▸ **What you should do**: Print the listing below a second time, exactly, and omit its images.

+++

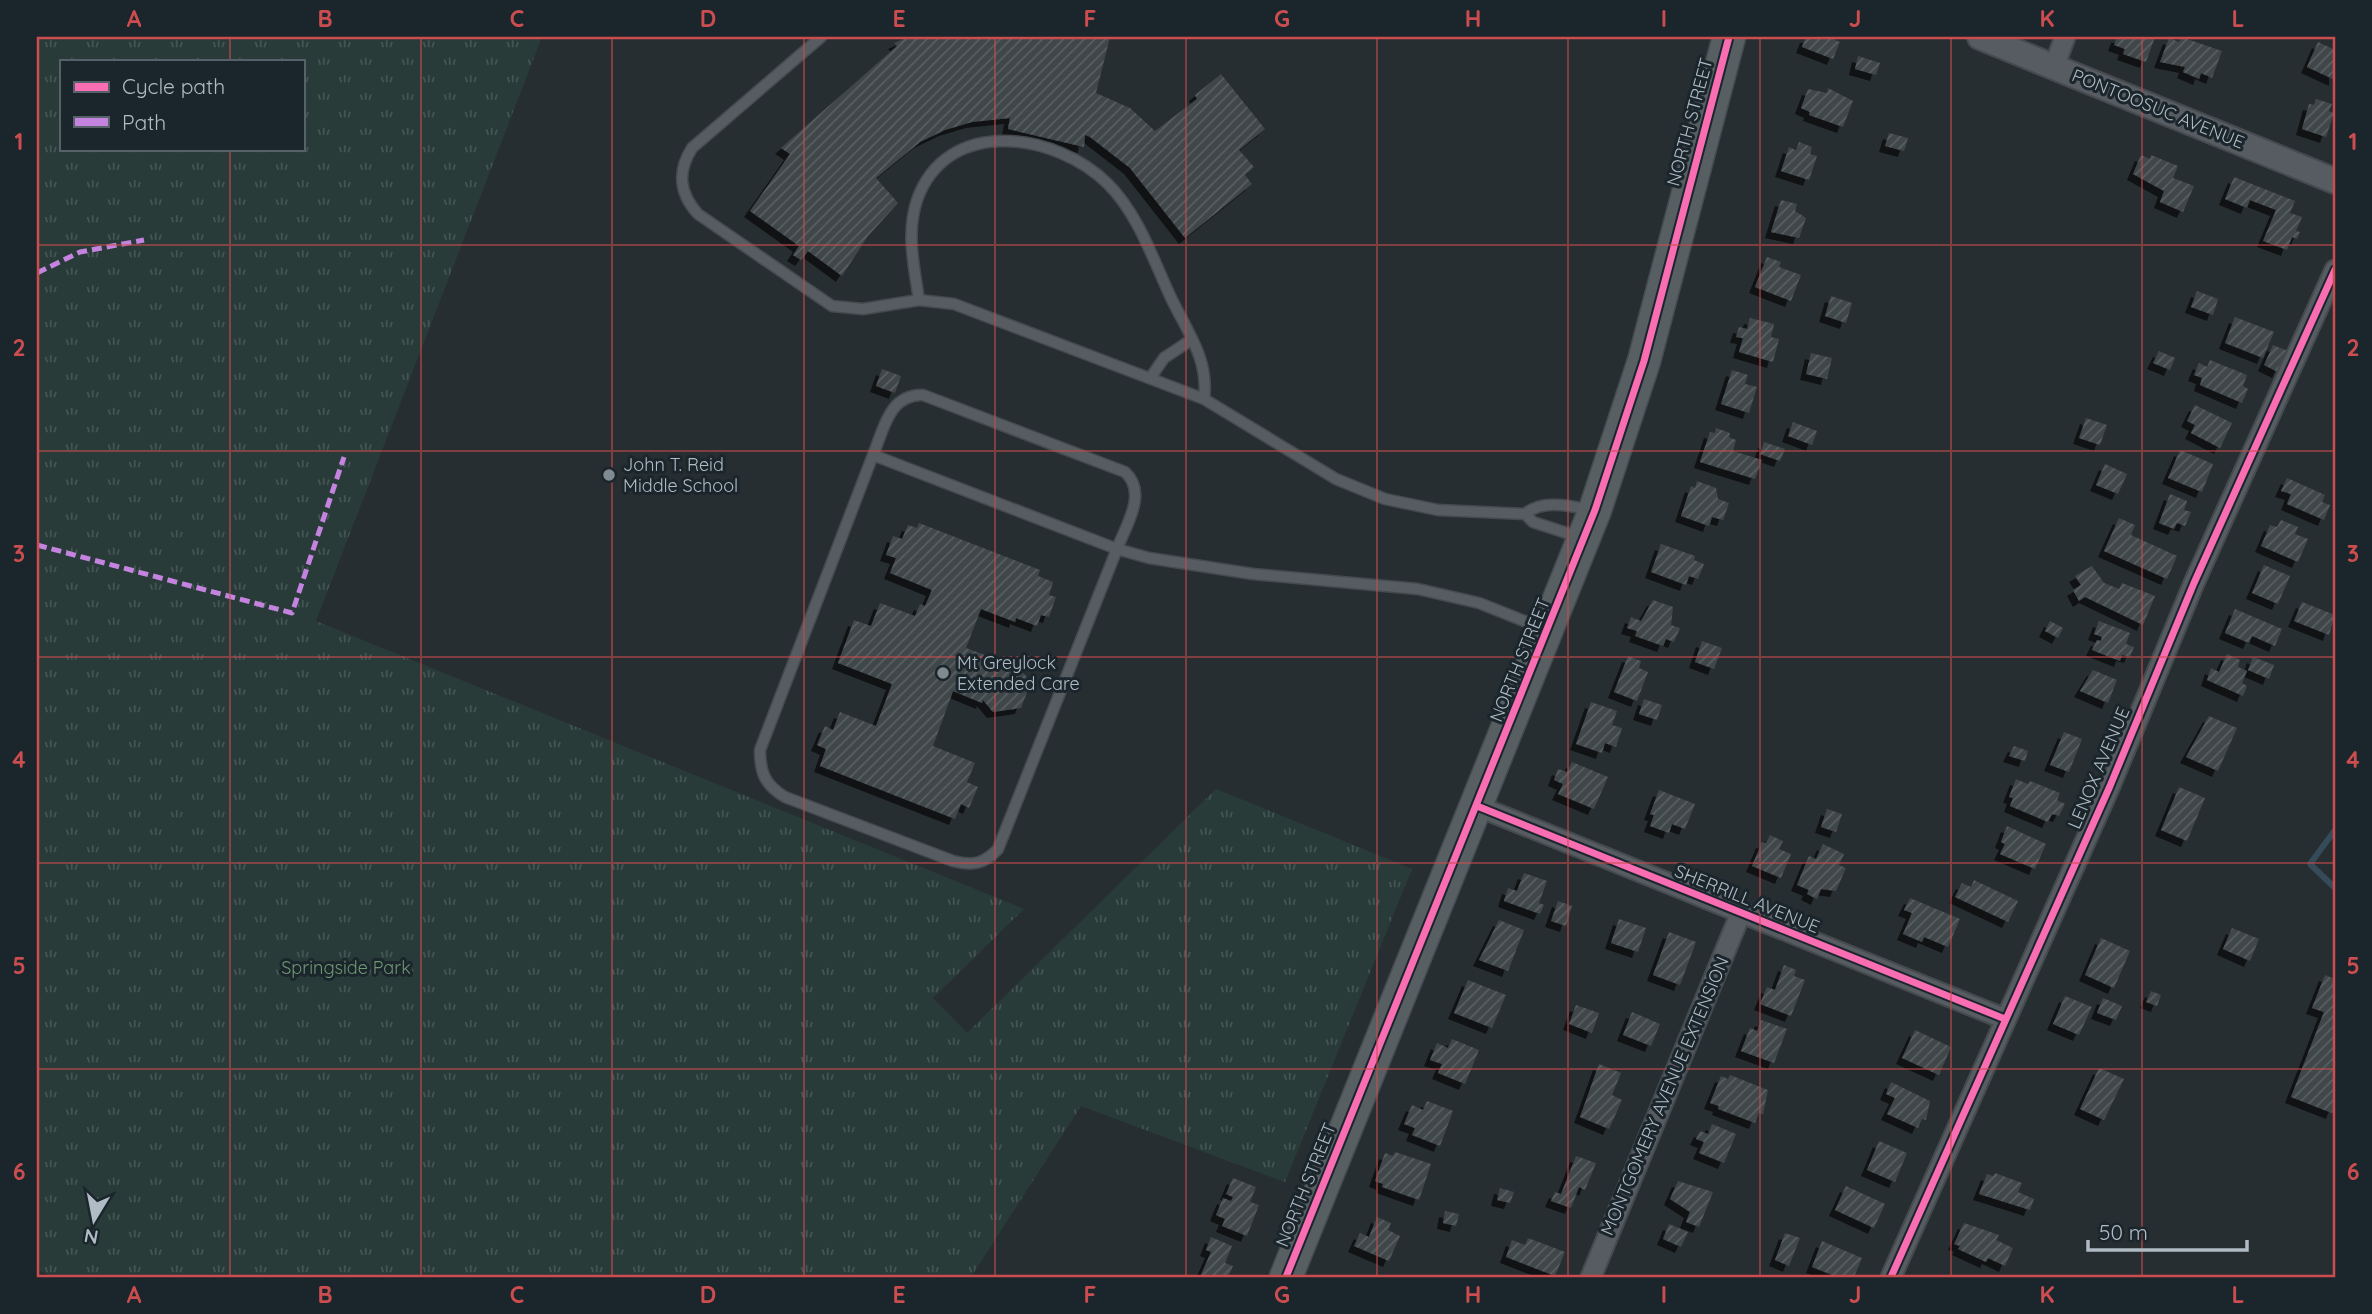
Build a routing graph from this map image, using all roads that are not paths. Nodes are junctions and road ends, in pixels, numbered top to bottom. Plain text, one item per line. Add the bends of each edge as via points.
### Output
1 (821, 37) edge
2 (1729, 37) edge
3 (1980, 37) edge
4 (2065, 37) edge
5 (2054, 67) junction
6 (2335, 181) edge
7 (2335, 270) edge
8 (919, 299) junction
9 (1191, 340) junction
10 (1151, 377) junction
11 (1204, 399) junction
12 (873, 455) junction
13 (1525, 514) junction
14 (1590, 525) junction
15 (1117, 549) junction
16 (1549, 630) junction
17 (1477, 806) junction
18 (1740, 915) junction
19 (2005, 1019) junction
20 (1286, 1277) edge
21 (1591, 1277) edge
22 (1891, 1277) edge

1 - 8 lane via 692,148 683,162 683,194 698,214 832,306 863,309
2 - 14 main road, NORTH STREET via 1644,361
3 - 5 street, PONTOOSUC AVENUE
4 - 5 street
5 - 6 street, PONTOOSUC AVENUE
7 - 19 street, LENOX AVENUE
8 - 9 lane via 911,231 923,186 937,165 953,154 1010,139 1071,156 1110,186 1127,207
8 - 10 lane via 965,307
9 - 10 lane via 1164,358
9 - 11 lane via 1206,369
10 - 11 lane
11 - 13 lane via 1336,479 1385,499 1438,510
12 - 15 lane
12 - 15 lane via 892,407 911,395 932,397 1125,472 1134,480 1136,498
12 - 15 lane via 760,750 764,778 785,797 953,861 976,864 989,859 999,849
13 - 14 lane via 1532,522
13 - 14 lane via 1534,506 1563,505
14 - 16 main road, NORTH STREET
15 - 16 lane via 1253,574 1418,589 1479,603
16 - 17 main road, NORTH STREET
17 - 18 street, SHERRILL AVENUE
17 - 20 main road, NORTH STREET
18 - 19 street, SHERRILL AVENUE
18 - 21 street, MONTGOMERY AVENUE EXTENSION
19 - 22 street, LENOX AVENUE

+++

▸ **Solution to the problem**:
Build a routing graph from this map image, using all roads that are not paths. Nodes are junctions and road ends, in pixels, numbered top to bottom. Plain text, one item per line. Add the bends of each edge as via points.
### Output
1 (821, 37) edge
2 (1729, 37) edge
3 (1980, 37) edge
4 (2065, 37) edge
5 (2054, 67) junction
6 (2335, 181) edge
7 (2335, 270) edge
8 (919, 299) junction
9 (1191, 340) junction
10 (1151, 377) junction
11 (1204, 399) junction
12 (873, 455) junction
13 (1525, 514) junction
14 (1590, 525) junction
15 (1117, 549) junction
16 (1549, 630) junction
17 (1477, 806) junction
18 (1740, 915) junction
19 (2005, 1019) junction
20 (1286, 1277) edge
21 (1591, 1277) edge
22 (1891, 1277) edge

1 - 8 lane via 692,148 683,162 683,194 698,214 832,306 863,309
2 - 14 main road, NORTH STREET via 1644,361
3 - 5 street, PONTOOSUC AVENUE
4 - 5 street
5 - 6 street, PONTOOSUC AVENUE
7 - 19 street, LENOX AVENUE
8 - 9 lane via 911,231 923,186 937,165 953,154 1010,139 1071,156 1110,186 1127,207
8 - 10 lane via 965,307
9 - 10 lane via 1164,358
9 - 11 lane via 1206,369
10 - 11 lane
11 - 13 lane via 1336,479 1385,499 1438,510
12 - 15 lane
12 - 15 lane via 892,407 911,395 932,397 1125,472 1134,480 1136,498
12 - 15 lane via 760,750 764,778 785,797 953,861 976,864 989,859 999,849
13 - 14 lane via 1532,522
13 - 14 lane via 1534,506 1563,505
14 - 16 main road, NORTH STREET
15 - 16 lane via 1253,574 1418,589 1479,603
16 - 17 main road, NORTH STREET
17 - 18 street, SHERRILL AVENUE
17 - 20 main road, NORTH STREET
18 - 19 street, SHERRILL AVENUE
18 - 21 street, MONTGOMERY AVENUE EXTENSION
19 - 22 street, LENOX AVENUE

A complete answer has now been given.